In total, seventy people were able to escape the flames, thirty-seven of whom were injured and remain hospitalized. One of the survivors, Nguyen Thi Minh Hong, says that she was already sleeping when “suddenly, the heat became unbearable.” From her hospital bed, the woman recounts how she tried to climb to the roof with her family and, when they were unable to do so due to the thick smoke, they returned to her home, where they placed wet towels under the doors. Fortunately for them, at five in the morning the firefighters managed to access the apartment and save them.

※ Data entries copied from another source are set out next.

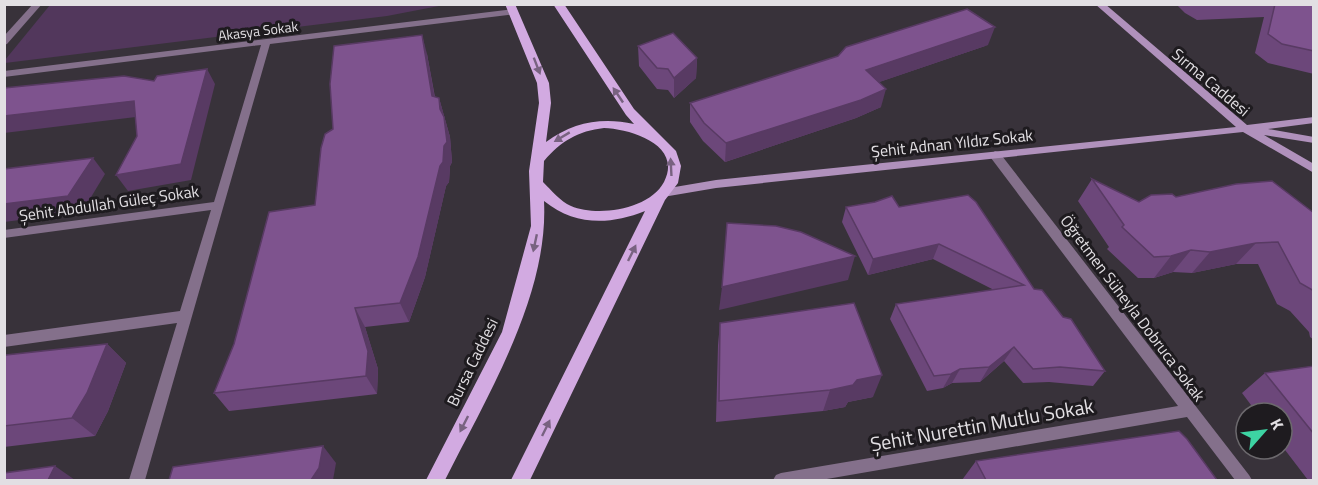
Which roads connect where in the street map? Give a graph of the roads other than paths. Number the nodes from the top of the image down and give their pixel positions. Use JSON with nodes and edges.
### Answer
{"nodes":[{"id":1,"x":38,"y":4,"type":"edge"},
{"id":2,"x":558,"y":4,"type":"edge"},
{"id":3,"x":1099,"y":4,"type":"edge"},
{"id":4,"x":512,"y":8,"type":"edge"},
{"id":5,"x":4,"y":42,"type":"edge"},
{"id":6,"x":266,"y":44,"type":"junction"},
{"id":7,"x":4,"y":74,"type":"edge"},
{"id":8,"x":1314,"y":120,"type":"edge"},
{"id":9,"x":1245,"y":129,"type":"junction"},
{"id":10,"x":657,"y":138,"type":"junction"},
{"id":11,"x":1314,"y":140,"type":"edge"},
{"id":12,"x":995,"y":155,"type":"junction"},
{"id":13,"x":539,"y":158,"type":"junction"},
{"id":14,"x":1314,"y":169,"type":"edge"},
{"id":15,"x":538,"y":185,"type":"junction"},
{"id":16,"x":661,"y":195,"type":"junction"},
{"id":17,"x":218,"y":205,"type":"junction"},
{"id":18,"x":4,"y":234,"type":"edge"},
{"id":19,"x":186,"y":316,"type":"junction"},
{"id":20,"x":4,"y":341,"type":"edge"},
{"id":21,"x":1191,"y":410,"type":"junction"},
{"id":22,"x":137,"y":480,"type":"edge"},
{"id":23,"x":435,"y":480,"type":"edge"},
{"id":24,"x":520,"y":480,"type":"edge"},
{"id":25,"x":781,"y":480,"type":"edge"},
{"id":26,"x":1244,"y":480,"type":"edge"}],
"edges":[{"from":1,"to":5,"type":"street"},
{"from":10,"to":2,"type":"main road","one_way":true},
{"from":3,"to":9,"type":"street","name":"Sırma Caddesi"},
{"from":4,"to":6,"type":"street","name":"Akasya Sokak"},
{"from":4,"to":13,"type":"main road","name":"Bursa Caddesi","one_way":true},
{"from":6,"to":7,"type":"street","name":"Akasya Sokak"},
{"from":6,"to":17,"type":"street","name":"Şehit Abdullah Güleç Sokak"},
{"from":8,"to":9,"type":"street"},
{"from":9,"to":11,"type":"street"},
{"from":9,"to":12,"type":"street","name":"Şehit Adnan Yıldız Sokak"},
{"from":9,"to":14,"type":"street","name":"Sırma Caddesi"},
{"from":10,"to":13,"type":"main road","one_way":true},
{"from":16,"to":10,"type":"main road","one_way":true},
{"from":12,"to":16,"type":"street","name":"Şehit Adnan Yıldız Sokak"},
{"from":12,"to":21,"type":"street","name":"Öğretmen Süheyla Dobruca Sokak"},
{"from":13,"to":15,"type":"main road","name":"Bursa Caddesi"},
{"from":15,"to":16,"type":"main road"},
{"from":15,"to":23,"type":"main road","name":"Bursa Caddesi","one_way":true},
{"from":24,"to":16,"type":"main road","one_way":true},
{"from":17,"to":18,"type":"street","name":"Şehit Abdullah Güleç Sokak"},
{"from":17,"to":19,"type":"street","name":"Şehit Abdullah Güleç Sokak"},
{"from":19,"to":20,"type":"street"},
{"from":19,"to":22,"type":"street","name":"Şehit Abdullah Güleç Sokak"},
{"from":21,"to":25,"type":"street","name":"Şehit Nurettin Mutlu Sokak"},
{"from":21,"to":26,"type":"street","name":"Öğretmen Süheyla Dobruca Sokak"}]}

Both rescue and escape were made difficult by the bars that protect many of the windows. At least one child was thrown behind bars by her parents to try to save him or prevent him from a more painful death. Others managed to jump from higher floors, but often with fatal consequences. Finally, between 14 and 15 people managed to jump to the roof of a nearby building and save themselves. The residents of nearby properties relate their anguish and helplessness upon hearing the cries for help.

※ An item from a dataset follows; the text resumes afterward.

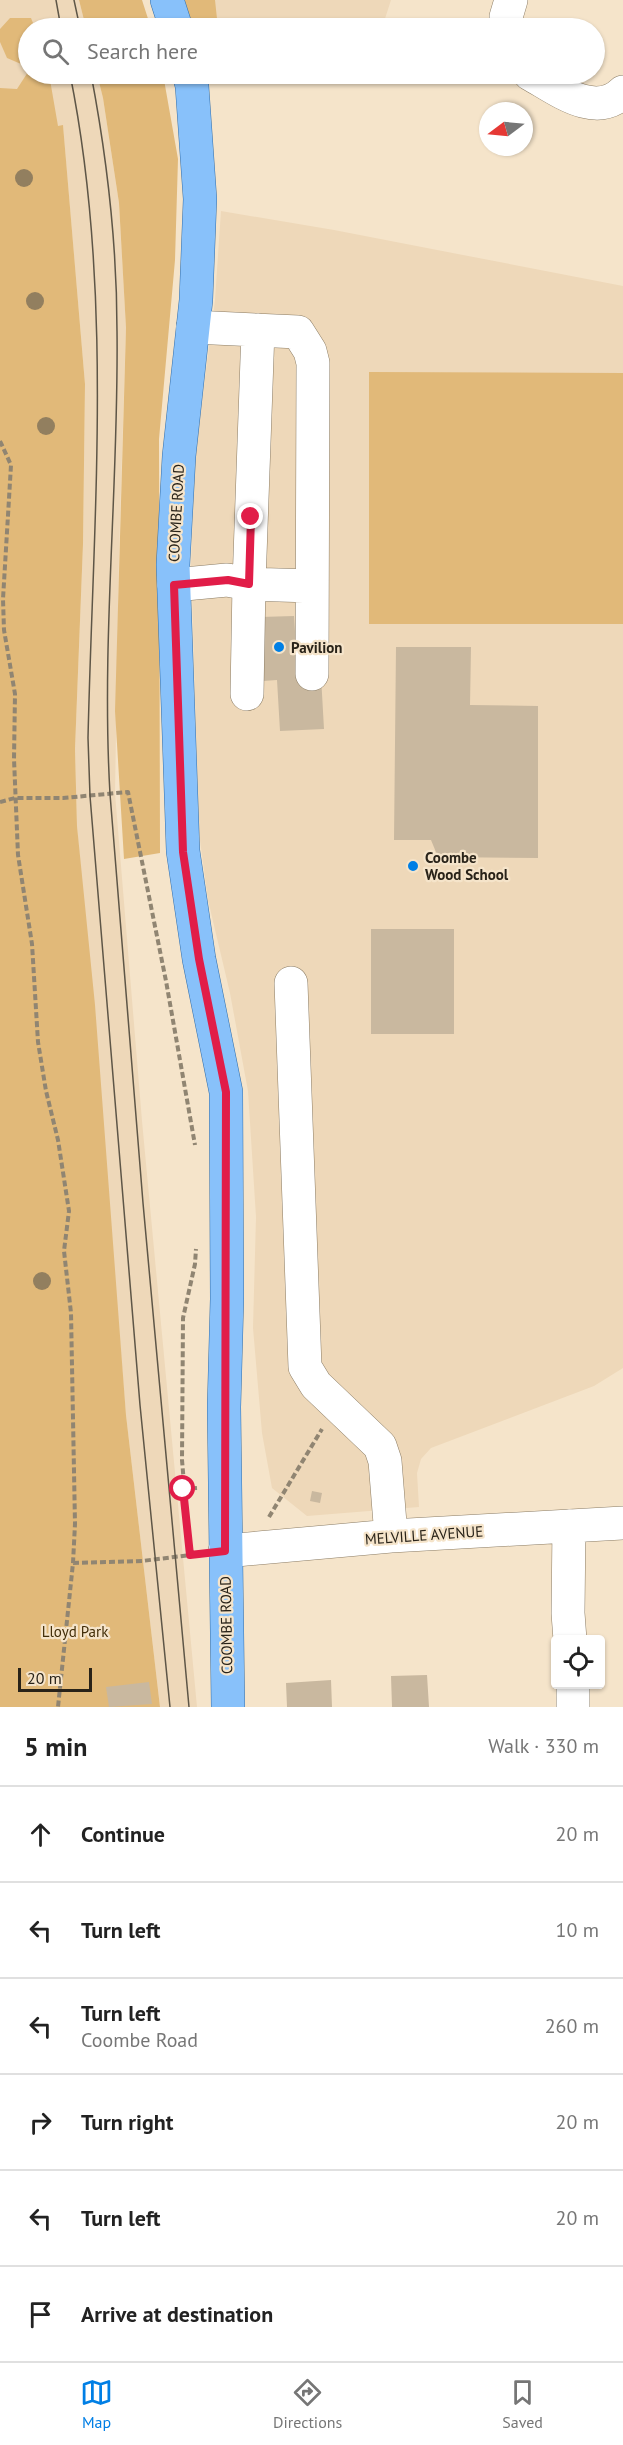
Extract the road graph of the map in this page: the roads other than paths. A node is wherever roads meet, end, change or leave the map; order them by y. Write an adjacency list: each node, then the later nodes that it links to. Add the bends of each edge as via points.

So far, 39 of the 56 bodies have been identified. Two grandmothers, in the morgue supervised by the army, said they had lost their children and grandchildren in the fire: “A whole family.”
The tenants had been asking the property for anti-fire measures for some time that never came. The building did not have an emergency staircase and supervision of these types of requirements is scarce in Vietnam. Even so, the country had not suffered a tragedy of this magnitude due to this cause in twenty years.
Government authorities have promised an investigation to clarify the causes of the incident and the owner of the property was arrested late on Wednesday. Prime Minister Pham Minh Chinh inspected the burned building this Wednesday, before going to the hospital. The city council of the Vietnamese capital, for its part, has promised compensation to the families equivalent to 1,500 euros for each victim.
Just a year ago, a fire at a karaoke bar caused 32 deaths in Ho Chi Minh, the former Saigon. Last December, another 26 people died due to flames in a casino-hotel in Cambodia, located next to the Thai border and owned by a fugitive Thai politician convicted of corruption.